● **What you are asked to do**
For this exercise, write each entry below out precisely and omit the pictures.

* * *

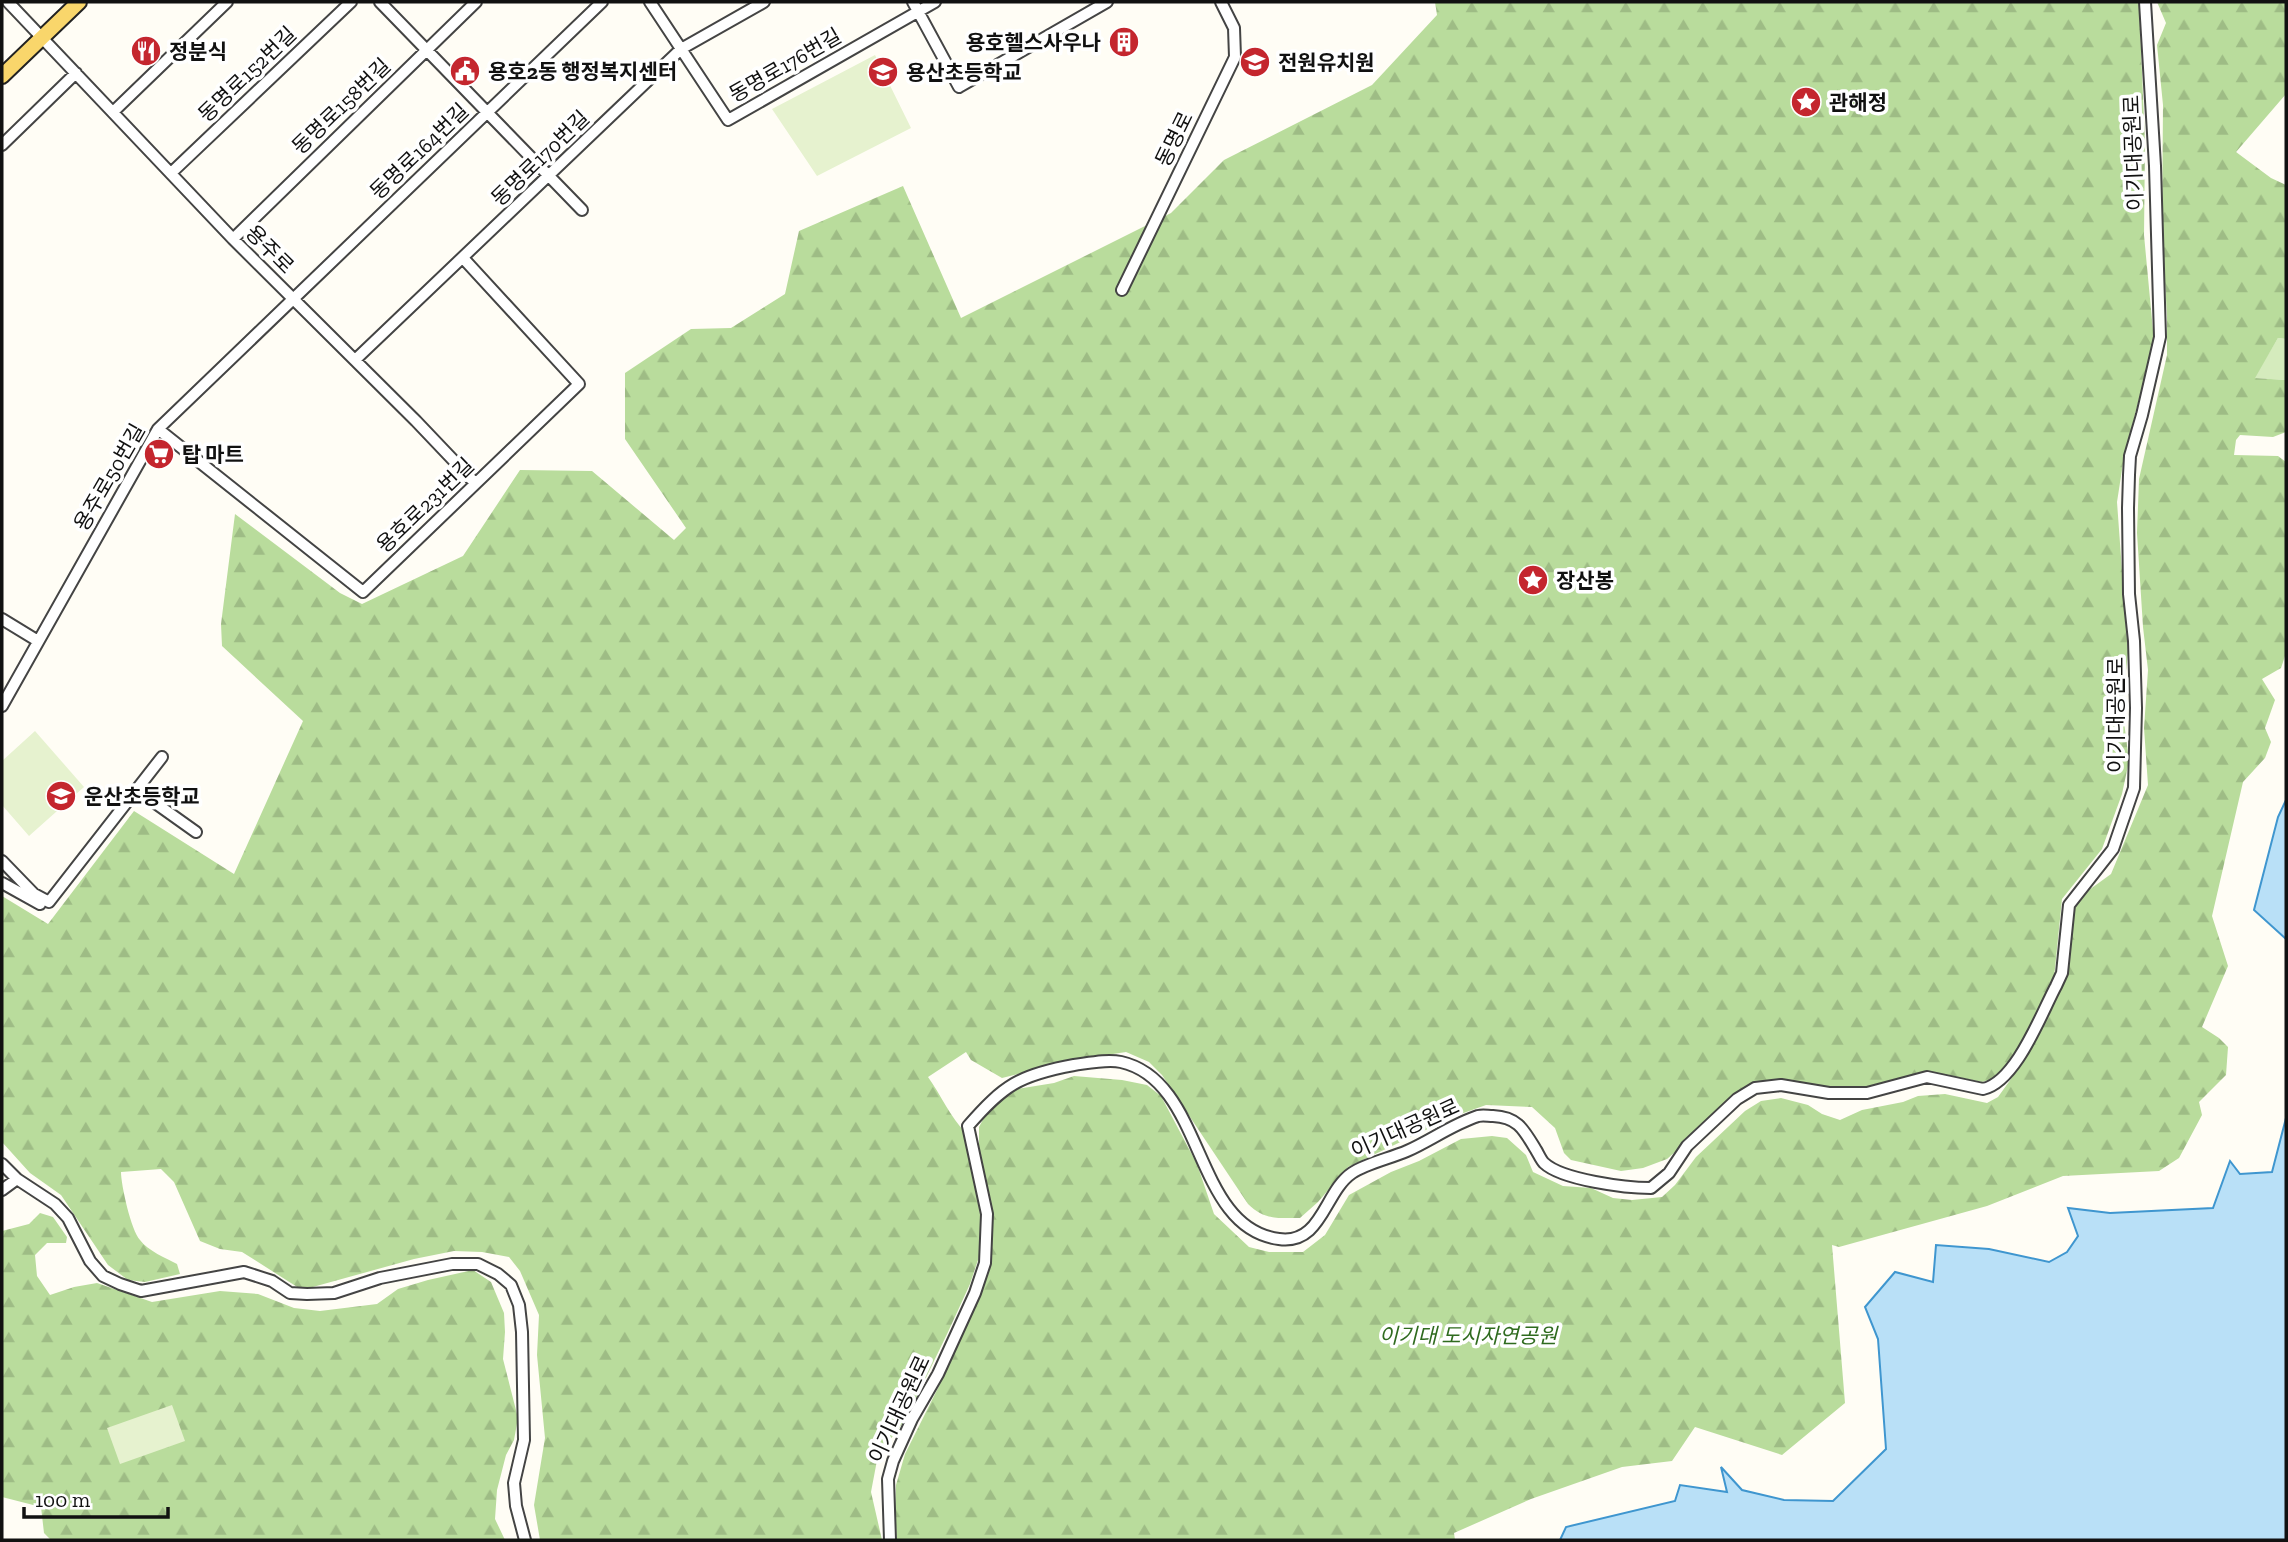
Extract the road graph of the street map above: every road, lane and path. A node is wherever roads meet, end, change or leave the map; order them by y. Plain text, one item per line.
1 (8, 2) edge
2 (79, 2) edge
3 (227, 2) edge
4 (351, 2) edge
5 (380, 2) edge
6 (476, 2) edge
7 (602, 2) edge
8 (650, 2) edge
9 (764, 2) edge
10 (935, 2) edge
11 (1107, 2) edge
12 (1221, 2) edge
13 (2145, 2) edge
14 (916, 7) edge
15 (41, 37) junction
16 (426, 49) junction
17 (681, 49) junction
18 (76, 73) junction
19 (2, 76) edge
20 (113, 112) junction
21 (487, 112) junction
22 (2, 145) edge
23 (171, 173) junction
24 (549, 176) junction
25 (582, 210) dead end
26 (233, 239) junction
27 (463, 258) junction
28 (1122, 290) dead end
29 (292, 299) junction
30 (355, 360) junction
31 (158, 429) junction
32 (475, 483) junction
33 (2, 620) edge
34 (38, 641) junction
35 (2, 706) edge
36 (162, 757) dead end
37 (137, 790) junction
38 (196, 832) dead end
39 (2, 861) edge
40 (2, 883) edge
41 (49, 902) junction
42 (2, 1164) edge
43 (17, 1180) junction
44 (2, 1190) edge
45 (525, 1540) edge
46 (890, 1540) edge

1 - 15 street, 용주로
2 - 15 main road
3 - 20 street
4 - 23 street, 동명로152번길
5 - 16 street
6 - 16 street, 동명로158번길
7 - 21 street, 동명로164번길
8 - 17 street
9 - 17 street, 동명로170번길
10 - 14 street, 동명로176번길
11 - 14 street
12 - 28 street, 동명로
13 - 46 street, 이기대공원로
14 - 17 street, 동명로176번길
15 - 18 street, 용주로
15 - 19 main road
16 - 21 street
16 - 26 street, 동명로158번길
17 - 24 street, 동명로170번길
18 - 20 street, 용주로
18 - 22 street
20 - 23 street, 용주로
21 - 24 street
21 - 29 street, 동명로164번길
23 - 26 street, 용주로
24 - 25 street
24 - 27 street, 동명로170번길
26 - 29 street, 용주로
27 - 30 street, 동명로170번길
27 - 32 street, 용호로231번길
29 - 30 street, 용주로
29 - 31 street, 용주로50번길
30 - 32 street, 용주로
31 - 32 street, 용호로231번길
31 - 34 street, 용주로50번길
33 - 34 street
34 - 35 street, 용주로50번길
36 - 37 street
37 - 38 street
37 - 41 street
39 - 41 street
40 - 41 street
42 - 43 street
43 - 44 street
43 - 45 street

* * *

● **Final answer**
Extract the road graph of the street map above: every road, lane and path. A node is wherever roads meet, end, change or leave the map; order them by y. Plain text, one item per line.
1 (8, 2) edge
2 (79, 2) edge
3 (227, 2) edge
4 (351, 2) edge
5 (380, 2) edge
6 (476, 2) edge
7 (602, 2) edge
8 (650, 2) edge
9 (764, 2) edge
10 (935, 2) edge
11 (1107, 2) edge
12 (1221, 2) edge
13 (2145, 2) edge
14 (916, 7) edge
15 (41, 37) junction
16 (426, 49) junction
17 (681, 49) junction
18 (76, 73) junction
19 (2, 76) edge
20 (113, 112) junction
21 (487, 112) junction
22 (2, 145) edge
23 (171, 173) junction
24 (549, 176) junction
25 (582, 210) dead end
26 (233, 239) junction
27 (463, 258) junction
28 (1122, 290) dead end
29 (292, 299) junction
30 (355, 360) junction
31 (158, 429) junction
32 (475, 483) junction
33 (2, 620) edge
34 (38, 641) junction
35 (2, 706) edge
36 (162, 757) dead end
37 (137, 790) junction
38 (196, 832) dead end
39 (2, 861) edge
40 (2, 883) edge
41 (49, 902) junction
42 (2, 1164) edge
43 (17, 1180) junction
44 (2, 1190) edge
45 (525, 1540) edge
46 (890, 1540) edge

1 - 15 street, 용주로
2 - 15 main road
3 - 20 street
4 - 23 street, 동명로152번길
5 - 16 street
6 - 16 street, 동명로158번길
7 - 21 street, 동명로164번길
8 - 17 street
9 - 17 street, 동명로170번길
10 - 14 street, 동명로176번길
11 - 14 street
12 - 28 street, 동명로
13 - 46 street, 이기대공원로
14 - 17 street, 동명로176번길
15 - 18 street, 용주로
15 - 19 main road
16 - 21 street
16 - 26 street, 동명로158번길
17 - 24 street, 동명로170번길
18 - 20 street, 용주로
18 - 22 street
20 - 23 street, 용주로
21 - 24 street
21 - 29 street, 동명로164번길
23 - 26 street, 용주로
24 - 25 street
24 - 27 street, 동명로170번길
26 - 29 street, 용주로
27 - 30 street, 동명로170번길
27 - 32 street, 용호로231번길
29 - 30 street, 용주로
29 - 31 street, 용주로50번길
30 - 32 street, 용주로
31 - 32 street, 용호로231번길
31 - 34 street, 용주로50번길
33 - 34 street
34 - 35 street, 용주로50번길
36 - 37 street
37 - 38 street
37 - 41 street
39 - 41 street
40 - 41 street
42 - 43 street
43 - 44 street
43 - 45 street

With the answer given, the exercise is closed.